I have a Super Power. It's not anything fancy, nothing that will save the world from Alien destruction or help us achieve our quest for World Peace, but it definitely has its advantages. Keeping it a secret is unnecessary so I will tell you: I have a really super keen sense of smell.

My step-dad used to say if someone farted in Mexico I would complain about it. This is a bit of an embellishment but it illustrates how much envy (irritation?) my super sense has garnered over the years. And luckily my sense of smell has not diminished as I have aged since it comes in handy multiple times a day. Take today for example. I microwaved some popcorn at work. As everybody knows, microwaving popcorn is a real delicate operation. Three seconds too long and a huge section of the middle is burnt. But stop it 2 seconds too soon and half the bag is unpopped kernels. Okay so maybe this isn't a big deal to SOME people but it is to me. Luckily, my nose will tell me the precise moment a single kernel starts to blacken and I can hurl myself at the stop button and come away with a perfectly popped snack. I mean, that's pretty handy, don't you think?

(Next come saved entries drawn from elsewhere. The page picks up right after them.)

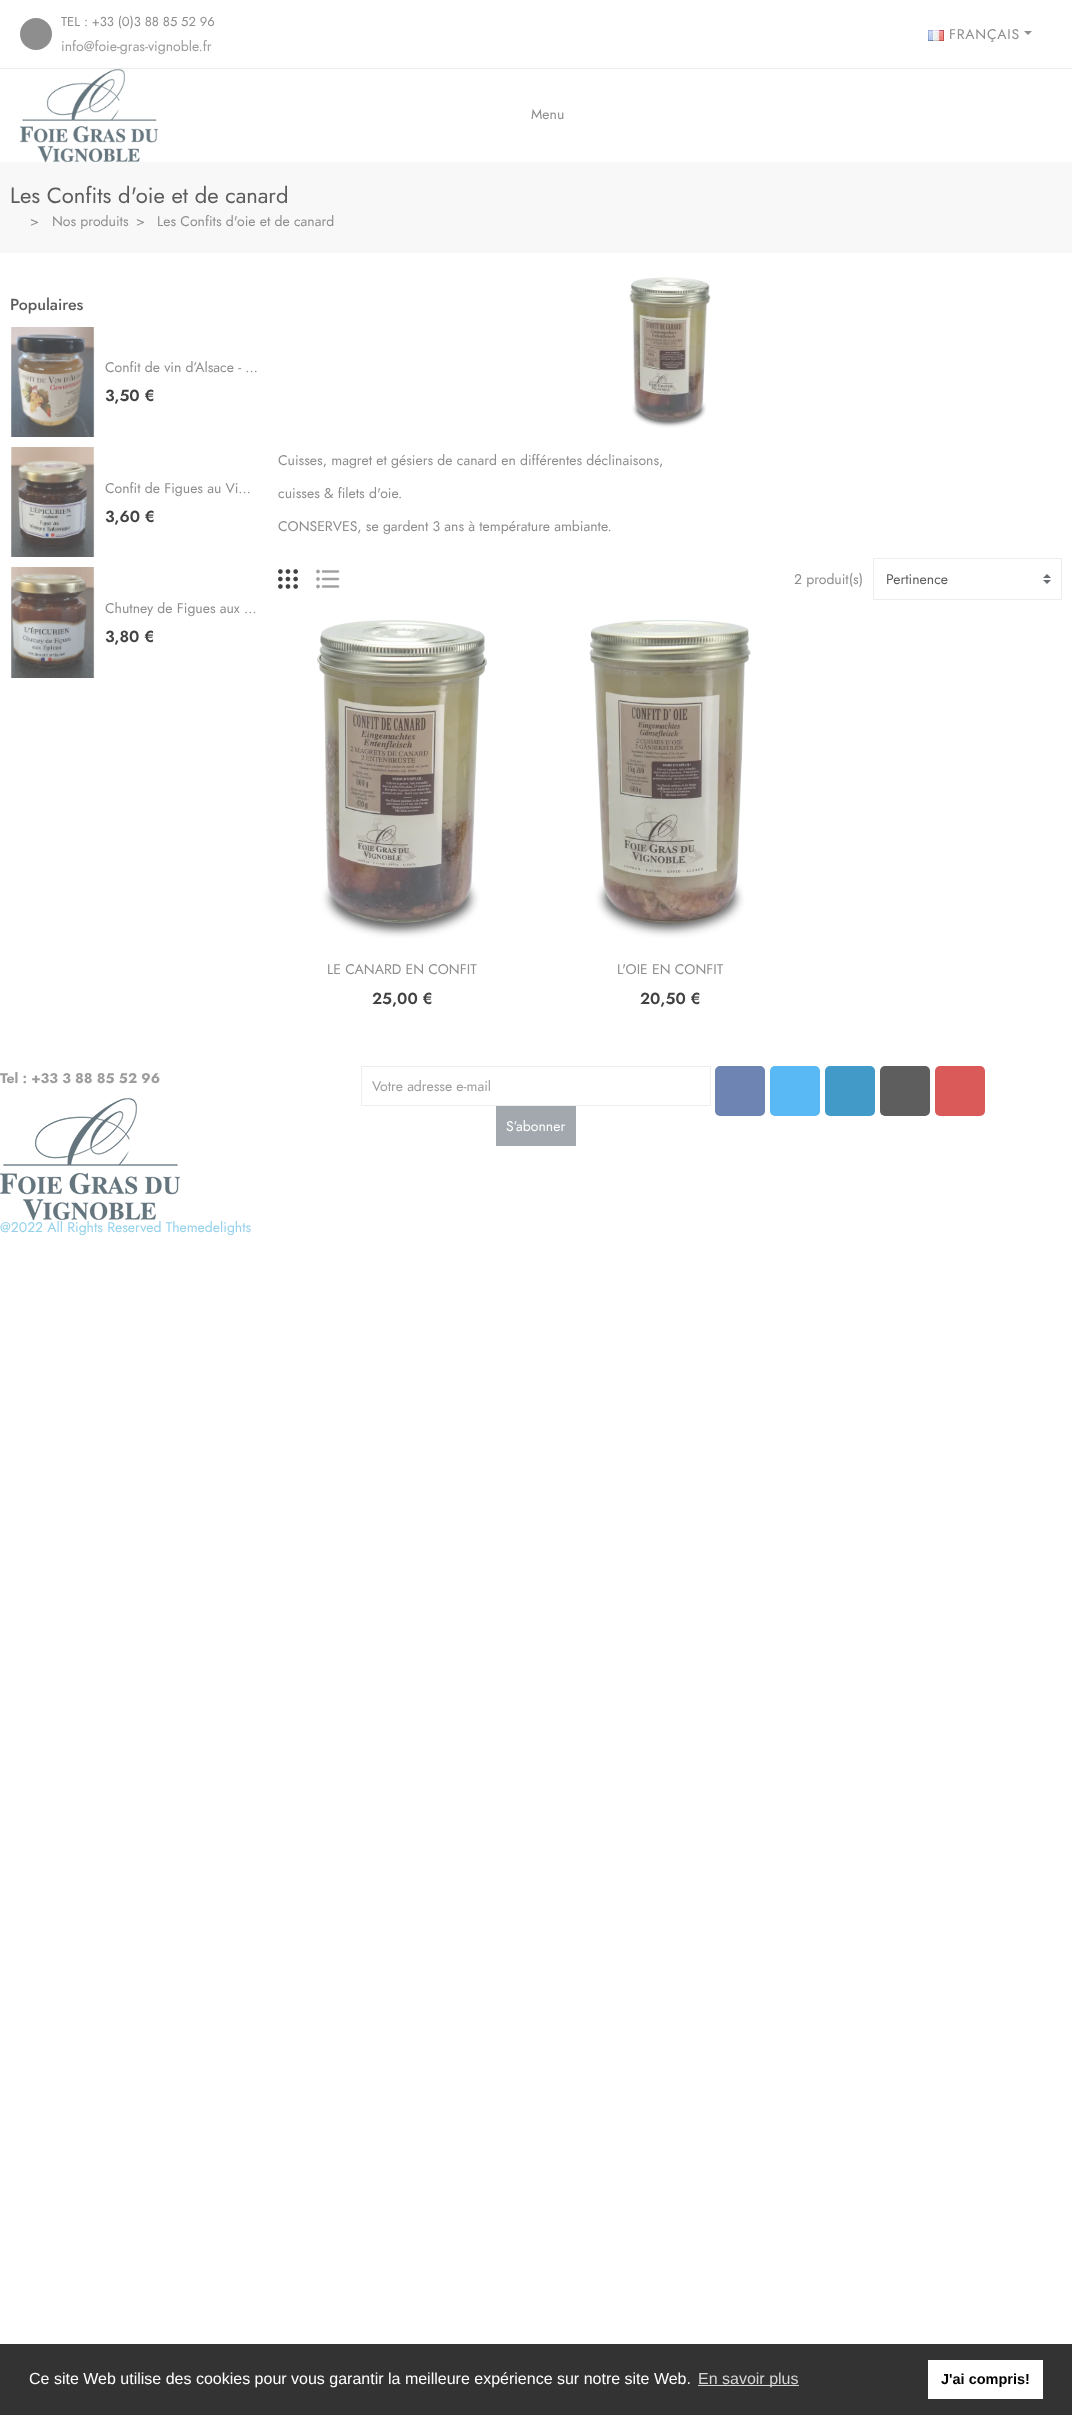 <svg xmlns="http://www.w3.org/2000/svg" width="1072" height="2415">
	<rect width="100%" height="100%" fill="#FFFFFF" />
	<rect x="0" y="68" width="1072" height="1" fill="#ECECEC" />
	<circle cx="36" cy="34" r="16" fill="#8E8E8E" />
	<text x="61" y="26" font-family="Jost" font-size="13" fill="#8E8E8E">TEL : +33 (0)3 88 85 52 96</text>
	<text x="61" y="51" font-family="Jost" font-size="14" fill="#9D9D9D">info@foie-gras-vignoble.fr</text>
	<image x="928" y="30" width="16" height="11" href="assets/img1.png" />
	<text x="949" y="39" font-family="Jost" font-size="14" letter-spacing="0.75" fill="#8E8E8E">FRANÇAIS</text>
	<path d="M1024 31H1032L1028 35Z" fill="#8E8E8E" />
	<image x="20" y="69" width="138" height="93" href="assets/img2.png" />
	<text x="531" y="119" font-family="Jost" font-size="14" fill="#8E8E8E">Menu</text>
	<rect x="0" y="162" width="1072" height="91" fill="#F8F8F8" />
	<text x="10" y="203" font-family="Jost" font-size="22" fill="#5C5C5C">Les Confits d'oie et de canard</text>
	<g font-family="Jost" font-size="14" fill="#8E8E8E">
		<text x="30" y="226">&gt;</text>
		<text x="52" y="226">Nos produits</text>
		<text x="136" y="226">&gt;</text>
		<text x="157" y="226">Les Confits d'oie et de canard</text>
	</g>
	<text x="10" y="310" font-family="Jost" font-size="16" font-weight="500" fill="#5C5C5C">Populaires</text>
	<image x="11" y="327" width="84" height="110" href="assets/img3.png" />
	<text x="105" y="372" font-family="Jost" font-size="14" fill="#8E8E8E">Confit de vin d’Alsace - …</text>
	<text x="105" y="401" font-family="Jost" font-size="16" font-weight="600" fill="#424242">3,50 €</text>
	<image x="11" y="447" width="84" height="110" href="assets/img4.png" />
	<text x="105" y="493" font-family="Jost" font-size="14" fill="#8E8E8E">Confit de Figues au Vi…</text>
	<text x="105" y="522" font-family="Jost" font-size="16" font-weight="600" fill="#424242">3,60 €</text>
	<image x="11" y="567" width="84" height="111" href="assets/img5.png" />
	<text x="105" y="613" font-family="Jost" font-size="14" fill="#8E8E8E">Chutney de Figues aux …</text>
	<text x="105" y="642" font-family="Jost" font-size="16" font-weight="600" fill="#424242">3,80 €</text>
	<image x="629" y="277" width="82" height="151" href="assets/img6.png" />
	<g font-family="Jost" font-size="14" fill="#8E8E8E">
		<text x="278" y="465">Cuisses, magret et gésiers de canard en différentes déclinaisons,</text>
		<text x="278" y="498">cuisses &amp; filets d'oie.</text>
		<text x="278" y="531">CONSERVES, se gardent 3 ans à température ambiante.</text>
	</g>
	<image x="278" y="569" width="20" height="20" href="assets/img7.png" />
	<image x="316" y="569" width="24" height="20" href="assets/img8.png" />
	<text x="794" y="584" font-family="Jost" font-size="14" fill="#8E8E8E">2 produit(s)</text>
	<image x="1043" y="574" width="8" height="10" href="assets/img9.png" />
	<rect x="873.5" y="558.5" width="188" height="41" fill="none" stroke="#EDEDED" />
	<text x="886" y="584" font-family="Jost" font-size="14" fill="#5C5C5C">Pertinence</text>
	<image x="317" y="620" width="170" height="318" href="assets/img10.png" />
	<text x="327" y="974" font-family="Jost" font-size="14" fill="#8E8E8E">LE CANARD EN CONFIT</text>
	<text x="372" y="1004" font-family="Jost" font-size="16" font-weight="600" fill="#424242">25,00 €</text>
	<image x="589" y="620" width="162" height="318" href="assets/img11.png" />
	<text x="617" y="974" font-family="Jost" font-size="14" fill="#8E8E8E">L'OIE EN CONFIT</text>
	<text x="640" y="1004" font-family="Jost" font-size="16" font-weight="600" fill="#424242">20,50 €</text>
	<text x="0" y="1083" font-family="Jost" font-size="14" font-weight="700" fill="#9D9D9D">Tel : +33 3 88 85 52 96</text>
	<image x="0" y="1098" width="180" height="122" href="assets/img12.png" />
	<rect x="715" y="1066" width="50" height="50" rx="5" fill="#6E84B3" />
	<rect x="770" y="1066" width="50" height="50" rx="5" fill="#58B9F5" />
	<rect x="825" y="1066" width="50" height="50" rx="5" fill="#429AC8" />
	<rect x="880" y="1066" width="50" height="50" rx="5" fill="#5E5E5E" />
	<rect x="935" y="1066" width="50" height="50" rx="5" fill="#DA5A59" />
	<rect x="361.5" y="1066.5" width="349" height="39" fill="none" stroke="#EEEEEE" />
	<text x="372" y="1091" font-family="Jost" font-size="14" fill="#9D9D9D">Votre adresse e-mail</text>
	<rect x="496" y="1106" width="80" height="40" fill="#A2A8AE" />
	<text x="506" y="1131" font-family="Jost" font-size="14" fill="#FFFFFF">S’abonner</text>
	<text x="0" y="1232" font-family="Jost" font-size="14" fill="#94D1EB">@2022 All Rights Reserved Themedelights</text>
	<rect x="0" y="2344" width="1072" height="71" fill="#333333" />
	<text x="29" y="2384" font-family="Liberation Sans" font-size="16" fill="#FFFFFF">Ce site Web utilise des cookies pour vous garantir la meilleure expérience sur notre site Web.</text>
	<rect x="698" y="2385" width="101" height="1" fill="#D6D6D6" />
	<text x="698" y="2384" font-family="Liberation Sans" font-size="16" fill="#D6D6D6">En savoir plus</text>
	<rect x="928" y="2360" width="115" height="39" fill="#FFFFFF" />
	<text x="941" y="2384" font-family="Liberation Sans" font-size="14.5" font-weight="700" fill="#000000">J'ai compris!</text>
</svg>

I can also walk into the house and know from the front door if the baby has a dirty diaper. Tom will have spent the entire afternoon with her completely unaware and within a nanosecond I'm yelling "baby pooped!" Or "Something in the fridge is rotten!" or "Our neighbor didn't shower today." Okay not that last one.

If you lived with me you'd probably start to find this a bit annoying. But believe me, sometimes this super sense can be a real curse. Like when Tom eats this God-awful turkey chili from a can, which smells like a bowl of salted barf, I can't be in the same room with him or stand to kiss him for, like, a week. And I can't walk by the Starbucks storefront downtown that, for some reason, the entire homeless population likes to use as their outdoor urinal because the stench literally assaults me. I have to go all the way to the next Starbucks, around the corner.

Also, to make absolutely sure I don't get a big head about my sniffer, fate has bestowed upon me atrocious eyesight. That way things are evened out. Luckily I was born in the latter half of the previous century in which contact lenses were invented. (Can I just point out how creepy it is to say I was born in the previous century?) If I had been born a couple hundred years ago my parents would have had to leave me out on a hillside to get eaten by wolves, because I wouldn't have been able to FIND the field that needed to be tended, let alone tend it. Actually, no, by the time they discovered how bad my eyesight was I would have wandered under the wheels of a carriage and saved them the trouble. Even the first half of the twentieth century wouldn't have been any good. Sure, I would have had a better chance of basic survival but it wouldn't have been much of a life, since I would have been that chick sitting in a corner with glasses the thickness of a phone book, my eyes magnified twenty times, making me look perpetually half-witted. Certainly nobody would have been inclined to procreate with me, not even on a bet.

Speaking of which, all of this leads me to wonder what I have or have not bestowed upon my 13 month old daughter. Evidence thus far would seem to indicate she has no sense of smell, since she is perfectly content to cart around a load of odoriferous nastiness for however long it takes one of us grownups to notice it and do something about it. Which, for now, is definitely on the "blessing" side of things because with both of us constantly bitching about the stench Tom would go out of his mind. But hopefully as she grows older her sense of smell will improve, because burnt popcorn can ruin your whole day.